== Segment start ==
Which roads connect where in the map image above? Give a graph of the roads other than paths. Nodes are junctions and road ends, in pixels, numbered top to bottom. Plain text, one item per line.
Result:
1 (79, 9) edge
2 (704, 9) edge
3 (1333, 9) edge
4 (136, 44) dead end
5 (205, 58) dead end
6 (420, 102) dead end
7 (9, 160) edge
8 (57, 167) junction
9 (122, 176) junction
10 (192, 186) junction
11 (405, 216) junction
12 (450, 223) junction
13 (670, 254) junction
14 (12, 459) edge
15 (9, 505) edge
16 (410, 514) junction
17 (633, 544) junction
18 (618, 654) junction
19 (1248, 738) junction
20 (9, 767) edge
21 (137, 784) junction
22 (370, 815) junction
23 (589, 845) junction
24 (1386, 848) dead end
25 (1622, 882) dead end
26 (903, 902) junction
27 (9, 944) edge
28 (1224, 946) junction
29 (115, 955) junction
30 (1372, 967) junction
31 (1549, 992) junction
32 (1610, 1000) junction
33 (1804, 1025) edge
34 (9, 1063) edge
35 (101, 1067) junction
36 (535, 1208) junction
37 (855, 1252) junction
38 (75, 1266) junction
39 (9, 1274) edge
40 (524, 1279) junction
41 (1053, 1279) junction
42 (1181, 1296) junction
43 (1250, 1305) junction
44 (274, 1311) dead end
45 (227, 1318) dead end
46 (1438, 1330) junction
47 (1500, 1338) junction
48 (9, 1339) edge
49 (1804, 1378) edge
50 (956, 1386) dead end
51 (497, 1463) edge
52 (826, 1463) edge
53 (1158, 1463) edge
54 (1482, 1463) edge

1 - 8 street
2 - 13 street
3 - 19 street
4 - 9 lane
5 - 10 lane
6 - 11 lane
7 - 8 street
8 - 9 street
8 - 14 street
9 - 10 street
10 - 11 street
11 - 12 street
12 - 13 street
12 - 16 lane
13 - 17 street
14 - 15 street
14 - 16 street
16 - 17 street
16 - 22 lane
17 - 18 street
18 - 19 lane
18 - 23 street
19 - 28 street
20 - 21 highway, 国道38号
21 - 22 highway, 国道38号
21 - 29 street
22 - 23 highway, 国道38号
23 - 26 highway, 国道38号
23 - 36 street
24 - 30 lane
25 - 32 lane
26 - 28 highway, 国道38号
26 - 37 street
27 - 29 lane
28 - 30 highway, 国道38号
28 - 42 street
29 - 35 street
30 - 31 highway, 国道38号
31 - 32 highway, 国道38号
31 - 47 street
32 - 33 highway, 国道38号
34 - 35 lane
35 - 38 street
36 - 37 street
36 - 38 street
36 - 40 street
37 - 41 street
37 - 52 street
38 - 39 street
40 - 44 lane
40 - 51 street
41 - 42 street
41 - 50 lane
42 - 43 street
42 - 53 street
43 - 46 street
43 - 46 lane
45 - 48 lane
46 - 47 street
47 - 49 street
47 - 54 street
== Segment end ==
> **YOUR TASK**: Line count for "highway": count the lines in the records above that hold this word, and give only the number.

> **PROBLEM SOLUTION**: 9